Young’s narrative fits with the Times’ previous hostility toward the Syrians regarding the Hariri case and other issues, much as the Times regularly tilted its coverage against Iraq prior to the U.S.-led invasion in 2003 and currently slants its reporting against the government of Iran.

On the Hariri case, the Times would have its readers believe that U.N. leaders lost their nerve and dumped a brilliant prosecutor in favor of an incompetent to sabotage the case.

But what Young and the Times failed to disclose on Sunday was that Mehlis’s initial investigation amounted to a rush to judgment that relied heavily on two witnesses whose testimony was later discredited or retracted. His successor, Brammertz, had no choice but to retrace Mehlis’s steps because there had been so many slip-ups.

The murder mystery began on Feb. 14, 2005, when an explosion destroyed a car carrying Hariri through the streets of Beirut.

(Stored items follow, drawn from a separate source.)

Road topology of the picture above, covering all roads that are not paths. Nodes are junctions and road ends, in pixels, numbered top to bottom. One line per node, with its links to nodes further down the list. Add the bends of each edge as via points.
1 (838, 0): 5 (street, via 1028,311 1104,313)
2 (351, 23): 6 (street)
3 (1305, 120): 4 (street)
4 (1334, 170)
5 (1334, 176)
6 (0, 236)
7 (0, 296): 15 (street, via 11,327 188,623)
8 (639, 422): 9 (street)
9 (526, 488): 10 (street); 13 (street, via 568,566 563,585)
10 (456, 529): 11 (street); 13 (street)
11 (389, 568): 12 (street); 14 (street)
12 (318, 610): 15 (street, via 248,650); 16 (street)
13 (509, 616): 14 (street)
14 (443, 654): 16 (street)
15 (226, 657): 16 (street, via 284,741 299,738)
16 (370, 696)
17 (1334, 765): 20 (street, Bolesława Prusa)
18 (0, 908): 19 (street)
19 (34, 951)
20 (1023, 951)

Because Syria was then on President George W. Bush’s hit list for “regime change” – and Syria was considered a front-line enemy of Israel – speculative evidence of Syrian guilt was an easy sell to the U.S. news media. When Mehlis’s preliminary report was issued, there was little U.S. media skepticism about its assertions of guilt regarding Syrian leaders and their Lebanese allies.

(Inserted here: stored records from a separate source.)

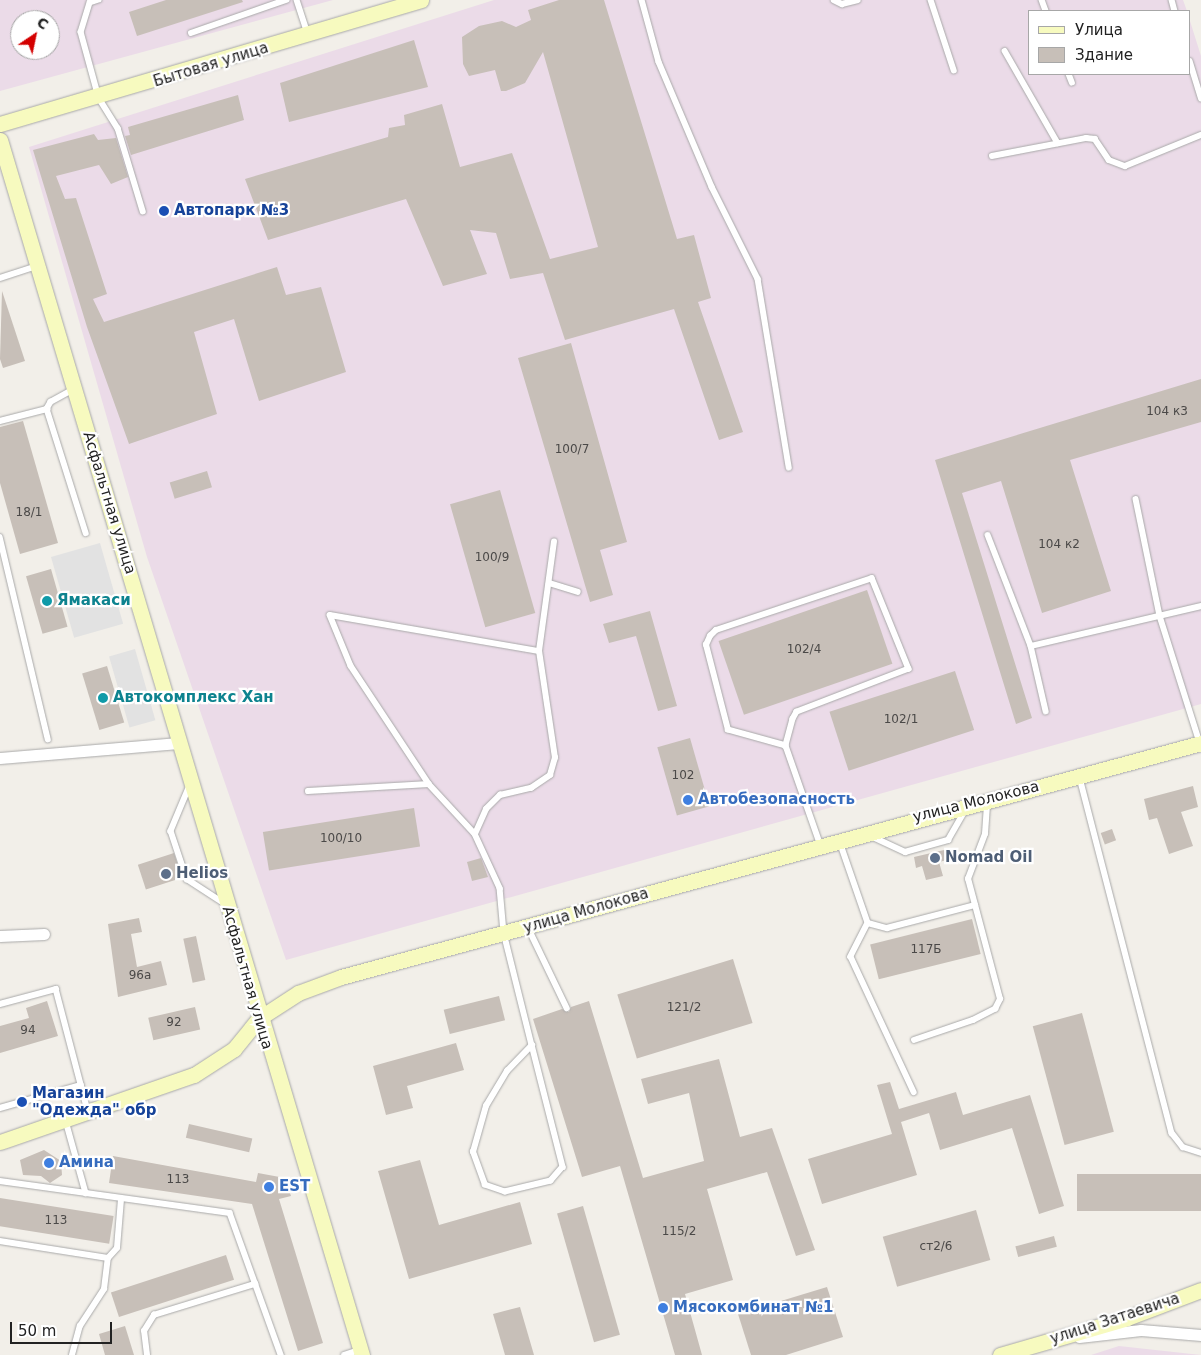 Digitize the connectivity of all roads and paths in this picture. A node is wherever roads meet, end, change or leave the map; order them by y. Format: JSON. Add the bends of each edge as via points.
{"nodes":[{"id":1,"x":99,"y":0,"type":"edge"},
{"id":2,"x":286,"y":0,"type":"edge"},
{"id":3,"x":297,"y":0,"type":"edge"},
{"id":4,"x":421,"y":0,"type":"edge"},
{"id":5,"x":642,"y":0,"type":"edge"},
{"id":6,"x":834,"y":0,"type":"edge"},
{"id":7,"x":858,"y":0,"type":"edge"},
{"id":8,"x":931,"y":0,"type":"edge"},
{"id":9,"x":191,"y":33,"type":"dead end"},
{"id":10,"x":309,"y":35,"type":"junction"},
{"id":11,"x":1005,"y":52,"type":"dead end"},
{"id":12,"x":1191,"y":64,"type":"edge"},
{"id":13,"x":954,"y":70,"type":"dead end"},
{"id":14,"x":1069,"y":75,"type":"edge"},
{"id":15,"x":1072,"y":82,"type":"dead end"},
{"id":16,"x":99,"y":98,"type":"junction"},
{"id":17,"x":1201,"y":98,"type":"edge"},
{"id":18,"x":0,"y":124,"type":"edge"},
{"id":19,"x":1201,"y":135,"type":"edge"},
{"id":20,"x":0,"y":140,"type":"edge"},
{"id":21,"x":1058,"y":143,"type":"junction"},
{"id":22,"x":992,"y":156,"type":"dead end"},
{"id":23,"x":143,"y":211,"type":"dead end"},
{"id":24,"x":38,"y":265,"type":"junction"},
{"id":25,"x":0,"y":278,"type":"edge"},
{"id":26,"x":75,"y":389,"type":"junction"},
{"id":27,"x":47,"y":409,"type":"junction"},
{"id":28,"x":0,"y":421,"type":"edge"},
{"id":29,"x":789,"y":466,"type":"dead end"},
{"id":30,"x":1136,"y":499,"type":"dead end"},
{"id":31,"x":86,"y":533,"type":"dead end"},
{"id":32,"x":988,"y":535,"type":"dead end"},
{"id":33,"x":0,"y":537,"type":"edge"},
{"id":34,"x":554,"y":542,"type":"dead end"},
{"id":35,"x":548,"y":583,"type":"junction"},
{"id":36,"x":578,"y":592,"type":"dead end"},
{"id":37,"x":1201,"y":606,"type":"edge"},
{"id":38,"x":1160,"y":616,"type":"junction"},
{"id":39,"x":1031,"y":646,"type":"junction"},
{"id":40,"x":540,"y":651,"type":"junction"},
{"id":41,"x":1046,"y":711,"type":"dead end"},
{"id":42,"x":48,"y":739,"type":"dead end"},
{"id":43,"x":178,"y":743,"type":"junction"},
{"id":44,"x":1200,"y":743,"type":"edge"},
{"id":45,"x":786,"y":746,"type":"junction"},
{"id":46,"x":0,"y":758,"type":"edge"},
{"id":47,"x":1079,"y":776,"type":"junction"},
{"id":48,"x":429,"y":784,"type":"junction"},
{"id":49,"x":190,"y":786,"type":"junction"},
{"id":50,"x":308,"y":791,"type":"dead end"},
{"id":51,"x":987,"y":798,"type":"junction"},
{"id":52,"x":970,"y":802,"type":"junction"},
{"id":53,"x":863,"y":832,"type":"junction"},
{"id":54,"x":476,"y":834,"type":"junction"},
{"id":55,"x":839,"y":838,"type":"junction"},
{"id":56,"x":820,"y":843,"type":"junction"},
{"id":57,"x":225,"y":904,"type":"junction"},
{"id":58,"x":975,"y":904,"type":"junction"},
{"id":59,"x":868,"y":923,"type":"junction"},
{"id":60,"x":528,"y":927,"type":"junction"},
{"id":61,"x":504,"y":933,"type":"junction"},
{"id":62,"x":44,"y":934,"type":"dead end"},
{"id":63,"x":0,"y":936,"type":"edge"},
{"id":64,"x":0,"y":1004,"type":"edge"},
{"id":65,"x":567,"y":1008,"type":"dead end"},
{"id":66,"x":258,"y":1019,"type":"junction"},
{"id":67,"x":914,"y":1040,"type":"dead end"},
{"id":68,"x":532,"y":1045,"type":"junction"},
{"id":69,"x":81,"y":1085,"type":"junction"},
{"id":70,"x":914,"y":1092,"type":"dead end"},
{"id":71,"x":0,"y":1108,"type":"edge"},
{"id":72,"x":89,"y":1113,"type":"junction"},
{"id":73,"x":66,"y":1121,"type":"junction"},
{"id":74,"x":0,"y":1142,"type":"edge"},
{"id":75,"x":1201,"y":1153,"type":"edge"},
{"id":76,"x":0,"y":1181,"type":"edge"},
{"id":77,"x":86,"y":1193,"type":"junction"},
{"id":78,"x":121,"y":1199,"type":"junction"},
{"id":79,"x":0,"y":1241,"type":"edge"},
{"id":80,"x":108,"y":1258,"type":"junction"},
{"id":81,"x":255,"y":1284,"type":"junction"},
{"id":82,"x":1201,"y":1290,"type":"edge"},
{"id":83,"x":1201,"y":1335,"type":"edge"},
{"id":84,"x":1047,"y":1341,"type":"junction"},
{"id":85,"x":361,"y":1352,"type":"edge"},
{"id":86,"x":72,"y":1355,"type":"edge"},
{"id":87,"x":147,"y":1355,"type":"edge"},
{"id":88,"x":281,"y":1355,"type":"edge"},
{"id":89,"x":344,"y":1355,"type":"edge"},
{"id":90,"x":1000,"y":1355,"type":"edge"}],
"edges":[{"from":1,"to":16,"type":"lane","via":[[90,3],[81,32]]},
{"from":2,"to":9,"type":"lane"},
{"from":3,"to":10,"type":"lane"},
{"from":4,"to":10,"type":"main road","name":"Бытовая улица"},
{"from":5,"to":29,"type":"lane","via":[[659,62],[712,187],[758,279]]},
{"from":6,"to":7,"type":"lane","via":[[842,4]]},
{"from":8,"to":13,"type":"lane"},
{"from":10,"to":16,"type":"main road","name":"Бытовая улица"},
{"from":11,"to":21,"type":"lane"},
{"from":12,"to":17,"type":"lane"},
{"from":14,"to":15,"type":"lane"},
{"from":16,"to":18,"type":"main road","name":"Бытовая улица"},
{"from":16,"to":23,"type":"lane","via":[[118,128]]},
{"from":19,"to":21,"type":"lane","via":[[1125,166],[1108,160],[1096,139]]},
{"from":20,"to":24,"type":"main road","name":"Асфальтная улица"},
{"from":21,"to":22,"type":"lane"},
{"from":24,"to":25,"type":"lane"},
{"from":24,"to":26,"type":"main road","name":"Асфальтная улица"},
{"from":26,"to":27,"type":"lane","via":[[51,402]]},
{"from":26,"to":43,"type":"main road","name":"Асфальтная улица"},
{"from":27,"to":28,"type":"lane"},
{"from":27,"to":31,"type":"lane"},
{"from":30,"to":38,"type":"lane"},
{"from":32,"to":39,"type":"lane"},
{"from":33,"to":42,"type":"lane"},
{"from":34,"to":35,"type":"lane"},
{"from":35,"to":36,"type":"lane"},
{"from":35,"to":40,"type":"lane"},
{"from":37,"to":38,"type":"lane"},
{"from":38,"to":39,"type":"lane"},
{"from":38,"to":44,"type":"lane"},
{"from":39,"to":41,"type":"lane"},
{"from":40,"to":48,"type":"lane","via":[[330,614],[351,666]]},
{"from":40,"to":54,"type":"lane","via":[[555,758],[550,775],[531,788],[500,795],[486,809]]},
{"from":43,"to":46,"type":"street"},
{"from":43,"to":49,"type":"main road","name":"Асфальтная улица"},
{"from":44,"to":47,"type":"main road","name":"улица Молокова"},
{"from":45,"to":45,"type":"lane","via":[[728,730],[706,645],[710,636],[716,630],[872,578],[908,672],[797,712]]},
{"from":45,"to":56,"type":"lane"},
{"from":47,"to":51,"type":"main road","name":"улица Молокова"},
{"from":47,"to":75,"type":"lane","via":[[1172,1133],[1183,1147]]},
{"from":48,"to":50,"type":"lane"},
{"from":48,"to":54,"type":"lane"},
{"from":49,"to":57,"type":"main road","name":"Асфальтная улица"},
{"from":49,"to":57,"type":"lane","via":[[171,831],[188,879]]},
{"from":51,"to":52,"type":"main road","name":"улица Молокова"},
{"from":51,"to":58,"type":"lane","via":[[985,834],[968,879]]},
{"from":52,"to":53,"type":"main road","name":"улица Молокова"},
{"from":52,"to":53,"type":"lane","via":[[948,840],[905,852]]},
{"from":53,"to":55,"type":"main road","name":"улица Молокова"},
{"from":54,"to":61,"type":"lane","via":[[500,888]]},
{"from":55,"to":56,"type":"main road","name":"улица Молокова"},
{"from":55,"to":59,"type":"lane"},
{"from":56,"to":60,"type":"main road","name":"улица Молокова"},
{"from":57,"to":66,"type":"main road","name":"Асфальтная улица"},
{"from":58,"to":59,"type":"lane","via":[[887,928]]},
{"from":58,"to":67,"type":"lane","via":[[1000,993],[998,1005],[973,1020]]},
{"from":59,"to":70,"type":"lane","via":[[851,957]]},
{"from":60,"to":61,"type":"main road","name":"улица Молокова"},
{"from":60,"to":65,"type":"lane"},
{"from":61,"to":66,"type":"main road","name":"улица Молокова","via":[[341,977],[298,992]]},
{"from":61,"to":68,"type":"lane"},
{"from":62,"to":63,"type":"street"},
{"from":64,"to":69,"type":"lane","via":[[56,989]]},
{"from":66,"to":72,"type":"main road","name":"улица Молокова","via":[[234,1049],[194,1075]]},
{"from":66,"to":85,"type":"main road","name":"Асфальтная улица"},
{"from":68,"to":68,"type":"lane","via":[[507,1071],[486,1106],[474,1152],[485,1185],[505,1192],[551,1181],[563,1167]]},
{"from":69,"to":71,"type":"lane"},
{"from":69,"to":72,"type":"lane"},
{"from":72,"to":73,"type":"main road","name":"улица Молокова"},
{"from":73,"to":74,"type":"main road","name":"улица Молокова"},
{"from":73,"to":77,"type":"lane"},
{"from":76,"to":77,"type":"lane"},
{"from":77,"to":78,"type":"lane"},
{"from":78,"to":80,"type":"lane","via":[[117,1248]]},
{"from":78,"to":81,"type":"lane","via":[[230,1213]]},
{"from":79,"to":80,"type":"lane"},
{"from":80,"to":86,"type":"lane","via":[[104,1290],[80,1326]]},
{"from":81,"to":87,"type":"lane","via":[[154,1315],[144,1331]]},
{"from":81,"to":88,"type":"lane"},
{"from":82,"to":84,"type":"main road","name":"улица Затаевича"},
{"from":83,"to":84,"type":"street","via":[[1141,1330]]},
{"from":84,"to":90,"type":"main road","name":"улица Затаевича"},
{"from":85,"to":89,"type":"lane"}]}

“There is probable cause to believe that the decision to assassinate former Prime Minister Rafik Hariri could not have been taken without the approval of top-ranked Syrian security officials and could not have been further organized without the collusion of their counterparts in the Lebanese security services,” declared Mehlis’s report on Oct. 20, 2005.

Despite the curiously vague wording – “probable cause to believe” the killing “could not have been taken without the approval” and “without the collusion” – Bush immediately termed the findings “very disturbing” and called for the U.N. Security Council to take action against Syria.

The U.S. press joined the stampede in assuming Syrian guilt. On Oct. 25, 2005, a New York Times editorial said the U.N. investigation had been “tough and meticulous” in establishing “some deeply troubling facts” about Hariri’s murderers. The Times demanded punishment of top Syrian officials and their Lebanese allies.

But Mehlis’s investigative report was anything but “meticulous.” Indeed, it read more like a compilation of circumstantial evidence and conspiracy theories than a dispassionate pursuit of the truth.

As a wealthy businessman with close ties to the Saudi monarchy, Hariri had many enemies who might have wanted him dead for his business or political dealings. The Syrians were not alone in having a motive to eliminate Hariri.

Indeed, after the assassination, a videotape was delivered to al-Jazeera television on which a Lebanese youth, Ahmad Abu Adass, claimed to have carried out the suicide bombing on behalf of Islamic militants angered by Hariri’s work for “the agent of the infidels” in Saudi Arabia.

However, Mehlis relied on two witnesses – Zuhair Ibn Muhammad Said Saddik and Hussam Taher Hussam – to dismiss the videotape as part of a disinformation campaign designed to deflect suspicion from Syria.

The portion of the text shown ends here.